BEGIN Data for this exercise

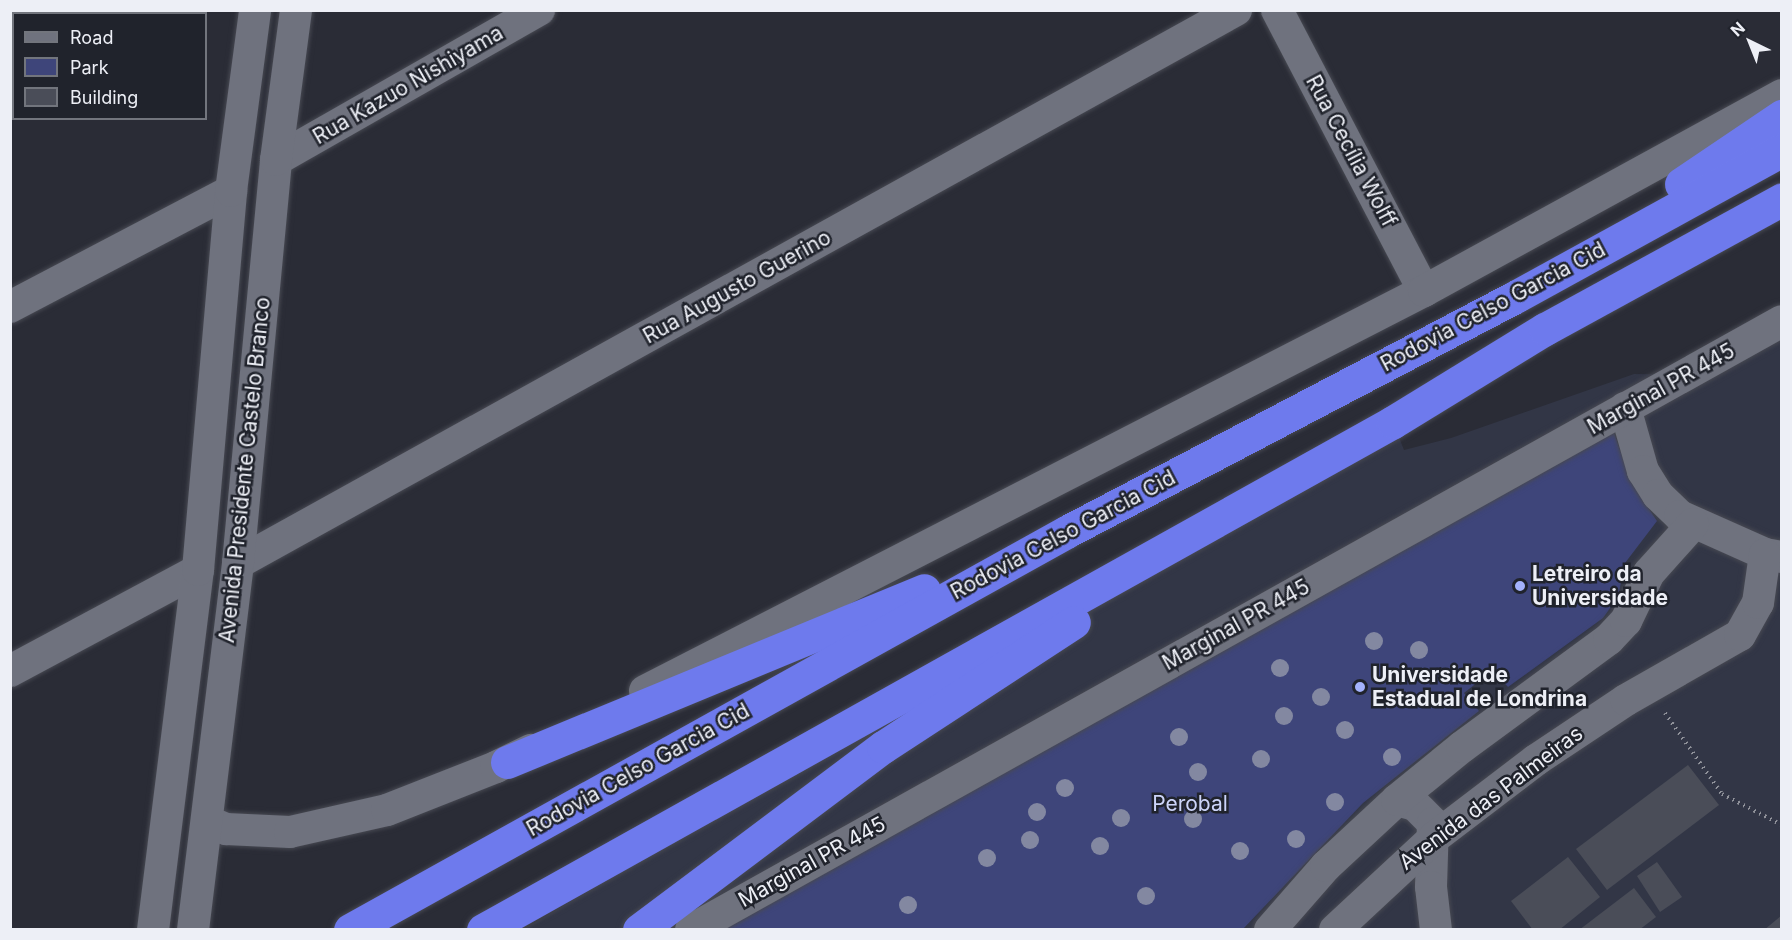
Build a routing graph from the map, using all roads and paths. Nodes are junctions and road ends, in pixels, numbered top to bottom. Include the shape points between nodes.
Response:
1 (255, 10) edge
2 (296, 10) edge
3 (540, 10) edge
4 (1236, 10) edge
5 (1277, 10) edge
6 (1782, 95) edge
7 (1782, 116) edge
8 (1782, 150) edge
9 (276, 160) junction
10 (231, 191) junction
11 (1782, 199) edge
12 (1424, 291) junction
13 (1515, 297) junction
14 (10, 307) edge
15 (1782, 321) edge
16 (1625, 408) junction
17 (1393, 422) junction
18 (1693, 524) junction
19 (1068, 531) junction
20 (1773, 556) edge
21 (238, 563) junction
22 (198, 570) junction
23 (10, 671) edge
24 (1661, 707) dead end
25 (507, 762) junction
26 (1397, 800) junction
27 (207, 820) junction
28 (1782, 825) edge
29 (1435, 837) junction
30 (1282, 924) edge
31 (153, 930) edge
32 (193, 930) edge
33 (350, 930) edge
34 (483, 930) edge
35 (639, 930) edge
36 (691, 930) edge
37 (1335, 930) edge
38 (1436, 930) edge

1 - 10 street, Avenida Presidente Castelo Branco
2 - 9 street, Avenida Presidente Castelo Branco
3 - 9 street, Rua Kazuo Nishiyama
4 - 21 street, Rua Augusto Guerino
5 - 12 street, Rua Cecília Wolff
6 - 12 street
7 - 13 highway
8 - 13 highway, Rodovia Celso Garcia Cid
9 - 21 street, Avenida Presidente Castelo Branco
10 - 14 street
10 - 22 street, Avenida Presidente Castelo Branco
11 - 17 highway, Rodovia Celso Garcia Cid via 1545,329
12 - 25 street
13 - 19 highway, Rodovia Celso Garcia Cid
15 - 16 street, Marginal PR 445
16 - 18 street, Avenida das Palmeiras via 1643,471 1658,495
16 - 36 street, Marginal PR 445
17 - 34 highway, Rodovia Celso Garcia Cid
17 - 35 highway via 1162,565 883,747
18 - 20 street, Avenida das Palmeiras
18 - 26 street via 1649,573 1626,621 1609,639
19 - 25 highway
19 - 33 highway, Rodovia Celso Garcia Cid
20 - 29 street, Avenida das Palmeiras via 1758,603 1740,635 1626,699 1536,760
21 - 27 street, Avenida Presidente Castelo Branco
22 - 23 street
22 - 31 street, Avenida Presidente Castelo Branco
24 - 28 path via 1722,794
25 - 27 street via 387,810 290,832 226,829
26 - 29 street via 1427,813
26 - 30 street
27 - 32 street, Avenida Presidente Castelo Branco
29 - 37 street, Avenida das Palmeiras
29 - 38 street via 1431,887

END Data for this exercise

**Your goal**.
Apart from the pictures, write every entry out again exactly.

**Completed task**.
Build a routing graph from the map, using all roads and paths. Nodes are junctions and road ends, in pixels, numbered top to bottom. Include the shape points between nodes.
Response:
1 (255, 10) edge
2 (296, 10) edge
3 (540, 10) edge
4 (1236, 10) edge
5 (1277, 10) edge
6 (1782, 95) edge
7 (1782, 116) edge
8 (1782, 150) edge
9 (276, 160) junction
10 (231, 191) junction
11 (1782, 199) edge
12 (1424, 291) junction
13 (1515, 297) junction
14 (10, 307) edge
15 (1782, 321) edge
16 (1625, 408) junction
17 (1393, 422) junction
18 (1693, 524) junction
19 (1068, 531) junction
20 (1773, 556) edge
21 (238, 563) junction
22 (198, 570) junction
23 (10, 671) edge
24 (1661, 707) dead end
25 (507, 762) junction
26 (1397, 800) junction
27 (207, 820) junction
28 (1782, 825) edge
29 (1435, 837) junction
30 (1282, 924) edge
31 (153, 930) edge
32 (193, 930) edge
33 (350, 930) edge
34 (483, 930) edge
35 (639, 930) edge
36 (691, 930) edge
37 (1335, 930) edge
38 (1436, 930) edge

1 - 10 street, Avenida Presidente Castelo Branco
2 - 9 street, Avenida Presidente Castelo Branco
3 - 9 street, Rua Kazuo Nishiyama
4 - 21 street, Rua Augusto Guerino
5 - 12 street, Rua Cecília Wolff
6 - 12 street
7 - 13 highway
8 - 13 highway, Rodovia Celso Garcia Cid
9 - 21 street, Avenida Presidente Castelo Branco
10 - 14 street
10 - 22 street, Avenida Presidente Castelo Branco
11 - 17 highway, Rodovia Celso Garcia Cid via 1545,329
12 - 25 street
13 - 19 highway, Rodovia Celso Garcia Cid
15 - 16 street, Marginal PR 445
16 - 18 street, Avenida das Palmeiras via 1643,471 1658,495
16 - 36 street, Marginal PR 445
17 - 34 highway, Rodovia Celso Garcia Cid
17 - 35 highway via 1162,565 883,747
18 - 20 street, Avenida das Palmeiras
18 - 26 street via 1649,573 1626,621 1609,639
19 - 25 highway
19 - 33 highway, Rodovia Celso Garcia Cid
20 - 29 street, Avenida das Palmeiras via 1758,603 1740,635 1626,699 1536,760
21 - 27 street, Avenida Presidente Castelo Branco
22 - 23 street
22 - 31 street, Avenida Presidente Castelo Branco
24 - 28 path via 1722,794
25 - 27 street via 387,810 290,832 226,829
26 - 29 street via 1427,813
26 - 30 street
27 - 32 street, Avenida Presidente Castelo Branco
29 - 37 street, Avenida das Palmeiras
29 - 38 street via 1431,887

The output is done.